Hay algo que muchas mujeres sienten, pero pocas dicen en voz alta: están en un momento íntimo, con su pareja o solas, con ganas en teoría… pero el disfrute no aparece como esperaban. Y entonces surge esa pregunta incómoda: ¿qué me pasa?

Lo primero que hay que decir es esto: no es tu cuerpo el problema. La dificultad para disfrutar rara vez es física. En la mayoría de los casos, tiene más que ver con todo lo que fuiste aprendiendo —y cargando— a lo largo del tiempo.

Sin darnos cuenta, fuimos incorporando ideas que nos desconectan del placer: que no hay que exagerar, que no hay que pedir demasiado, que el deseo debería surgir solo, que el cuerpo tiene que verse de cierta manera para poder soltarse. Y así, el momento que debería ser de conexión empieza a llenarse de exigencias.

En lugar de estar presente, aparece el control. Pensás si te ves bien, si estás haciendo lo correcto, si el otro está cómodo, si estás respondiendo como “deberías”. Pero en ningún momento estás realmente en vos.

Por eso, disfrutar no es algo automático. Tampoco es algo que “debería salirte natural” sin más. Disfrutar también se aprende. Se aprende a bajar el ruido mental, a dejar de evaluarte, a prestarle atención a lo que sí te gusta —aunque no coincida con lo que creías— y a permitirte sentir sin presión.

Porque no es que te cuesta disfrutar. Es que nunca te enseñaron a hacerlo desde un lugar libre.

Y hay algo importante que vale la pena recordar: no necesitás cambiar tu cuerpo, ni esforzarte más, ni “funcionar mejor”. Lo que necesitás es empezar a conectarte distinto. Más despacio, más honesto, más propio.
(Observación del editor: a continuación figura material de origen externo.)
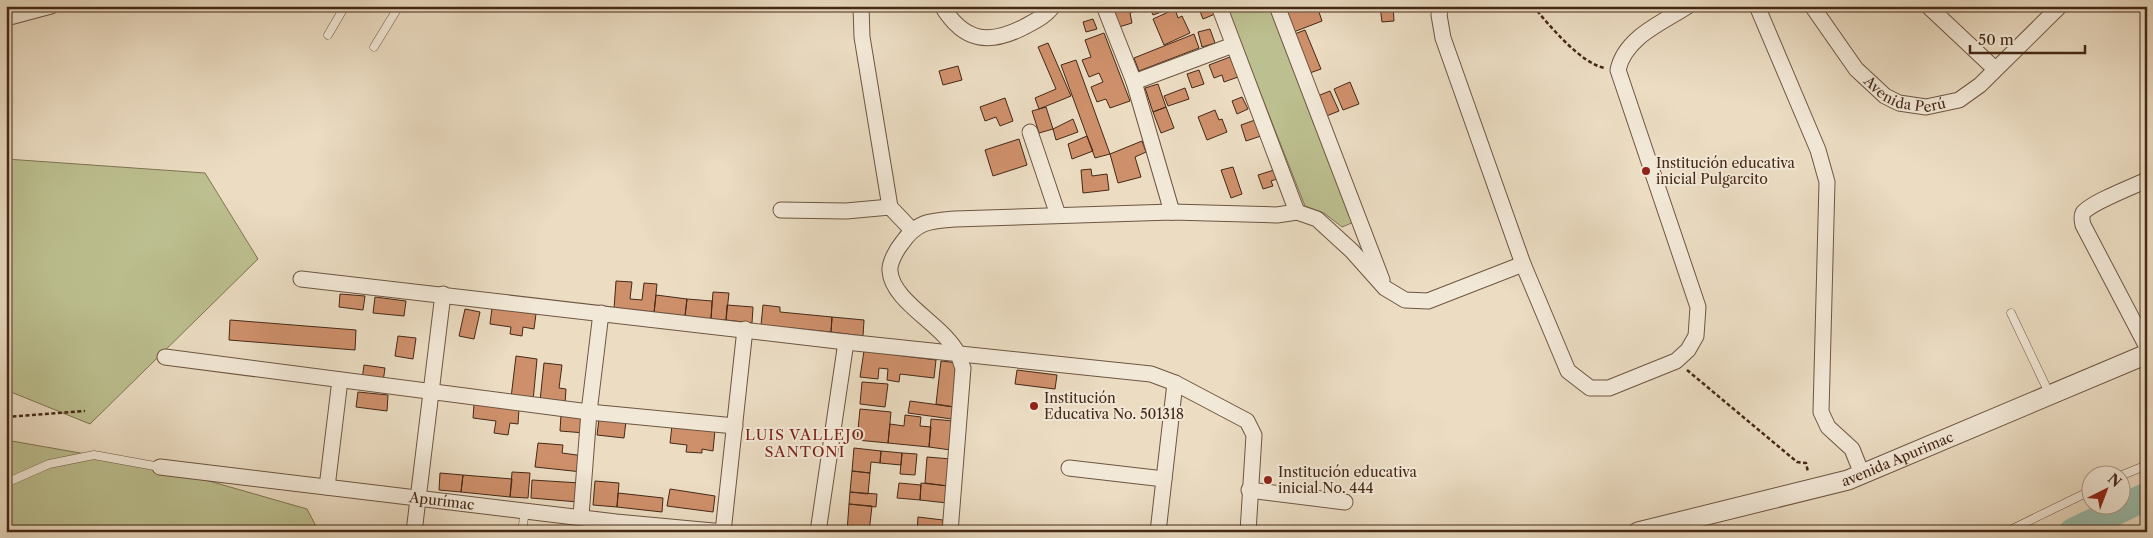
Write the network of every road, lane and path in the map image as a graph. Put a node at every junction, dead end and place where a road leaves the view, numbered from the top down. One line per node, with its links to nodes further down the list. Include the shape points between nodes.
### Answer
1 (51, 6): 17 (street)
2 (345, 6): 18 (lane)
3 (399, 6): 20 (lane)
4 (861, 6): 26 (street, via 862,37)
5 (942, 6): 6 (street, via 951,21 971,35 988,39 1008,35 1048,13)
6 (1052, 6)
7 (1104, 6): 23 (street)
8 (1219, 6): 19 (street)
9 (1278, 6): 34 (street)
10 (1440, 6): 32 (street, via 1442,38)
11 (1533, 6): 22 (path, via 1571,47 1597,67)
12 (1688, 6): 22 (street, via 1638,37 1620,58)
13 (1757, 6): 57 (street, via 1818,150 1827,182 1821,412 1828,427 1852,449)
14 (1812, 6): 21 (street, Avenida Perú, via 1856,70 1884,96 1899,103 1926,107 1958,100 1980,85)
15 (1928, 6): 21 (street)
16 (2060, 6): 21 (street, Avenida Perú)
17 (6, 18)
18 (328, 35)
19 (1233, 45): 23 (street); 29 (street)
20 (374, 47)
21 (1995, 69)
22 (1618, 70): 44 (street, via 1698,308 1696,336)
23 (1134, 82): 28 (street)
24 (1030, 132): 30 (street)
25 (2147, 180): 40 (street, via 2091,206 2081,219)
26 (890, 207): 27 (street, via 846,211); 31 (street)
27 (781, 210)
28 (1172, 212): 29 (street, via 1277,215); 30 (street)
29 (1297, 212): 34 (street, via 1317,219)
30 (1058, 215): 31 (street, via 933,221)
31 (912, 229): 41 (street, via 897,249 890,270 897,290 947,338)
32 (1523, 264): 34 (street, via 1428,301 1405,300); 44 (street, via 1568,371 1590,388 1609,388)
33 (301, 279): 35 (street)
34 (1385, 288)
35 (443, 294): 36 (street); 47 (street)
36 (601, 313): 38 (street); 50 (street)
37 (2012, 313): 48 (lane)
38 (745, 329): 39 (street); 52 (street)
39 (846, 342): 41 (street); 72 (street)
40 (2147, 347)
41 (958, 353): 46 (street, via 1151,374); 73 (street, via 963,368)
42 (2147, 354): 48 (street, avenida Apurimac)
43 (165, 357): 45 (street)
44 (1676, 361): 61 (path, via 1796,462 1806,463)
45 (340, 380): 47 (street); 60 (street)
46 (1175, 383): 58 (street); 62 (street, via 1251,426 1254,435)
47 (432, 393): 50 (street); 64 (street)
48 (2050, 395): 57 (street, avenida Apurimac)
49 (85, 411): 51 (path)
50 (589, 412): 52 (street); 67 (street)
51 (6, 417)
52 (735, 426): 71 (street)
53 (2147, 464): 56 (lane)
54 (160, 466): 59 (lane, via 94,455 49,464); 60 (street, Apurímac)
55 (1069, 468): 58 (street)
56 (2130, 472)
57 (1862, 474): 61 (street, avenida Apurimac)
58 (1164, 479): 74 (street)
59 (6, 483)
60 (327, 487): 64 (street, Apurímac)
61 (1813, 489): 76 (street, avenida Apurimac)
62 (1250, 490): 65 (street); 75 (street)
63 (2080, 496): 77 (lane)
64 (418, 498): 66 (street, Apurímac); 69 (street)
65 (1346, 502)
66 (525, 510): 67 (street, Apurímac); 70 (lane)
67 (582, 516): 68 (street, Apurímac)
68 (615, 527): 71 (street, Apurímac)
69 (414, 532)
70 (522, 532)
71 (724, 532)
72 (818, 532)
73 (950, 532)
74 (1158, 532)
75 (1248, 532)
76 (1638, 532)
77 (2006, 532)

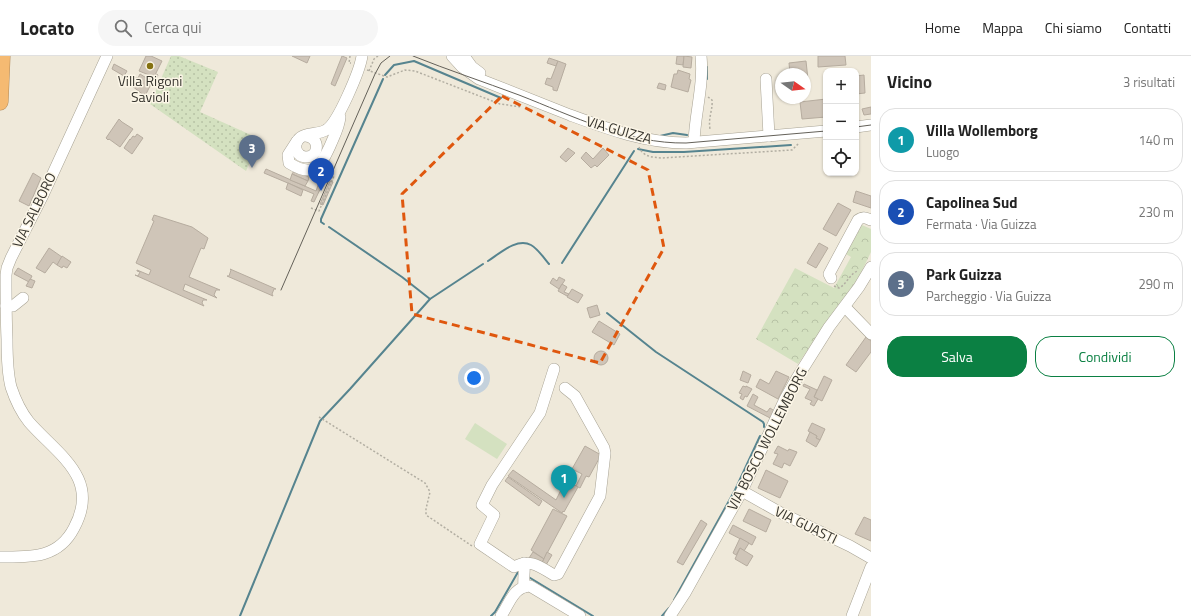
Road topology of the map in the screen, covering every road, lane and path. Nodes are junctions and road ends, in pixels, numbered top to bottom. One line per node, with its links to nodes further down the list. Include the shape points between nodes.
1 (2, 56): 14 (highway)
2 (107, 56): 37 (street, VIA SALBORO, via 7,268)
3 (350, 56): 9 (path)
4 (362, 56): 16 (street)
5 (378, 56): 10 (path)
6 (452, 56): 27 (street, VIA GUIZZA, via 479,79 606,128 656,142 676,143)
7 (464, 56): 27 (street, VIA GUIZZA, via 477,71 492,81 608,125 654,137)
8 (701, 56): 27 (street, via 702,76)
9 (350, 63)
10 (369, 71)
11 (378, 75): 15 (path, via 387,77 405,70 415,71 500,104)
12 (766, 79): 25 (street)
13 (708, 97): 22 (path, via 712,100)
14 (0, 102)
15 (524, 107)
16 (342, 108): 23 (street); 26 (street, via 329,128)
17 (871, 121): 18 (street)
18 (859, 123)
19 (871, 125): 21 (street)
20 (823, 126): 25 (street, VIA GUIZZA)
21 (859, 127)
22 (710, 129)
23 (337, 130): 26 (street, via 323,161 313,169 305,170 290,162 288,155); 30 (street)
24 (823, 131): 25 (street, VIA GUIZZA)
25 (769, 134): 27 (street, VIA GUIZZA)
26 (302, 139): 30 (street, via 309,136 315,141); 30 (street, via 296,144 301,156 311,156)
27 (694, 140)
28 (801, 140): 29 (path, via 792,150 680,158 645,155)
29 (639, 147)
30 (316, 151)
31 (327, 173): 32 (path, via 334,176 319,211)
32 (311, 208)
33 (871, 220): 35 (street, via 858,220 829,274)
34 (869, 271): 35 (path, via 854,272 839,288); 38 (street, VIA BOSCO WOLLEMBORG)
35 (832, 282)
36 (23, 298): 37 (street, via 13,306)
37 (6, 306): 45 (street, VIA SALBORO, via 8,372 11,386 22,412 75,471 80,482 82,507 72,532 53,551 41,555)
38 (845, 307): 39 (street); 43 (street, VIA BOSCO WOLLEMBORG, via 819,341 784,399)
39 (871, 334)
40 (554, 369): 48 (street, via 540,413 492,485 482,505 494,515 480,544)
41 (565, 388): 48 (street, via 574,396 604,448 600,496 558,574 554,575 532,563)
42 (319, 417): 44 (path, via 425,483 430,492 426,509 426,515)
43 (742, 491): 46 (street, VIA GUASTI); 51 (street, VIA BOSCO WOLLEMBORG)
44 (430, 518)
45 (0, 558)
46 (871, 558)
47 (871, 568): 52 (street)
48 (524, 575): 49 (street); 50 (street, via 530,586)
49 (500, 616)
50 (580, 616)
51 (670, 616)
52 (852, 616)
A veces, el primer paso es darte un espacio sin apuro, sin mirada externa, sin expectativas. No para exigirte sentir algo, sino para volver a encontrarte con lo que ya está ahí.

 

Si alguna vez sentiste que el disfrute se te escapa, no estás sola. Pero tampoco hay nada roto en vos. Solo hay una parte tuya que, quizás hace tiempo, está esperando que la escuches.